Stored data:

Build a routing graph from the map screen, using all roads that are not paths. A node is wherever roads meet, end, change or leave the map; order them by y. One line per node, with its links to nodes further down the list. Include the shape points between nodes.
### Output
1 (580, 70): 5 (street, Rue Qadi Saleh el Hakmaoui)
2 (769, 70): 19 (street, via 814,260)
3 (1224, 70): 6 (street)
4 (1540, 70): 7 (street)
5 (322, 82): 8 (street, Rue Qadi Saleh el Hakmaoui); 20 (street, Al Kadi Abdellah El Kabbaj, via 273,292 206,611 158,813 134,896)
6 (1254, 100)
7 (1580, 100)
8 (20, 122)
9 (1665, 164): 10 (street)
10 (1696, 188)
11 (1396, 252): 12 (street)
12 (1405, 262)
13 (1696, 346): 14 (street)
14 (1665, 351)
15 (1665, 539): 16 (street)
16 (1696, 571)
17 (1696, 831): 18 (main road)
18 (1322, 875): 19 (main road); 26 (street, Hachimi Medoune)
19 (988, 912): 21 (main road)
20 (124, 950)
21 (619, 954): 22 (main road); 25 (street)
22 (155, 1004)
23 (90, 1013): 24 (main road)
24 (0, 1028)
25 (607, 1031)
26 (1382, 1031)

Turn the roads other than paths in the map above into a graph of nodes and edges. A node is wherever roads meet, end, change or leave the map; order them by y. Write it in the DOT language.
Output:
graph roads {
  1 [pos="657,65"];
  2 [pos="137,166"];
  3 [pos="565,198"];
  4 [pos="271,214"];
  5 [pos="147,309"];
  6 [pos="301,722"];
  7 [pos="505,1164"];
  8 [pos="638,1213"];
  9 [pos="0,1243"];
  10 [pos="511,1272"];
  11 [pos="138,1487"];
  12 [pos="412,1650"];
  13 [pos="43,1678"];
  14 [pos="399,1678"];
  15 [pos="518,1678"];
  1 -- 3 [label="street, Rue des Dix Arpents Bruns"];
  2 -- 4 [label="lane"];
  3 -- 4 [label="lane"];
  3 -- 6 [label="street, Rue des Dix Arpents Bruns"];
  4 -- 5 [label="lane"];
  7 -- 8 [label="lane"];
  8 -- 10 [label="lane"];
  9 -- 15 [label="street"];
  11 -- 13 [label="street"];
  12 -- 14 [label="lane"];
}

== What you have to do ==
Each line of the data must be returned exactly.

== Written response ==
Build a routing graph from the map screen, using all roads that are not paths. A node is wherever roads meet, end, change or leave the map; order them by y. One line per node, with its links to nodes further down the list. Include the shape points between nodes.
### Output
1 (580, 70): 5 (street, Rue Qadi Saleh el Hakmaoui)
2 (769, 70): 19 (street, via 814,260)
3 (1224, 70): 6 (street)
4 (1540, 70): 7 (street)
5 (322, 82): 8 (street, Rue Qadi Saleh el Hakmaoui); 20 (street, Al Kadi Abdellah El Kabbaj, via 273,292 206,611 158,813 134,896)
6 (1254, 100)
7 (1580, 100)
8 (20, 122)
9 (1665, 164): 10 (street)
10 (1696, 188)
11 (1396, 252): 12 (street)
12 (1405, 262)
13 (1696, 346): 14 (street)
14 (1665, 351)
15 (1665, 539): 16 (street)
16 (1696, 571)
17 (1696, 831): 18 (main road)
18 (1322, 875): 19 (main road); 26 (street, Hachimi Medoune)
19 (988, 912): 21 (main road)
20 (124, 950)
21 (619, 954): 22 (main road); 25 (street)
22 (155, 1004)
23 (90, 1013): 24 (main road)
24 (0, 1028)
25 (607, 1031)
26 (1382, 1031)

Turn the roads other than paths in the map above into a graph of nodes and edges. A node is wherever roads meet, end, change or leave the map; order them by y. Write it in the DOT language.
Output:
graph roads {
  1 [pos="657,65"];
  2 [pos="137,166"];
  3 [pos="565,198"];
  4 [pos="271,214"];
  5 [pos="147,309"];
  6 [pos="301,722"];
  7 [pos="505,1164"];
  8 [pos="638,1213"];
  9 [pos="0,1243"];
  10 [pos="511,1272"];
  11 [pos="138,1487"];
  12 [pos="412,1650"];
  13 [pos="43,1678"];
  14 [pos="399,1678"];
  15 [pos="518,1678"];
  1 -- 3 [label="street, Rue des Dix Arpents Bruns"];
  2 -- 4 [label="lane"];
  3 -- 4 [label="lane"];
  3 -- 6 [label="street, Rue des Dix Arpents Bruns"];
  4 -- 5 [label="lane"];
  7 -- 8 [label="lane"];
  8 -- 10 [label="lane"];
  9 -- 15 [label="street"];
  11 -- 13 [label="street"];
  12 -- 14 [label="lane"];
}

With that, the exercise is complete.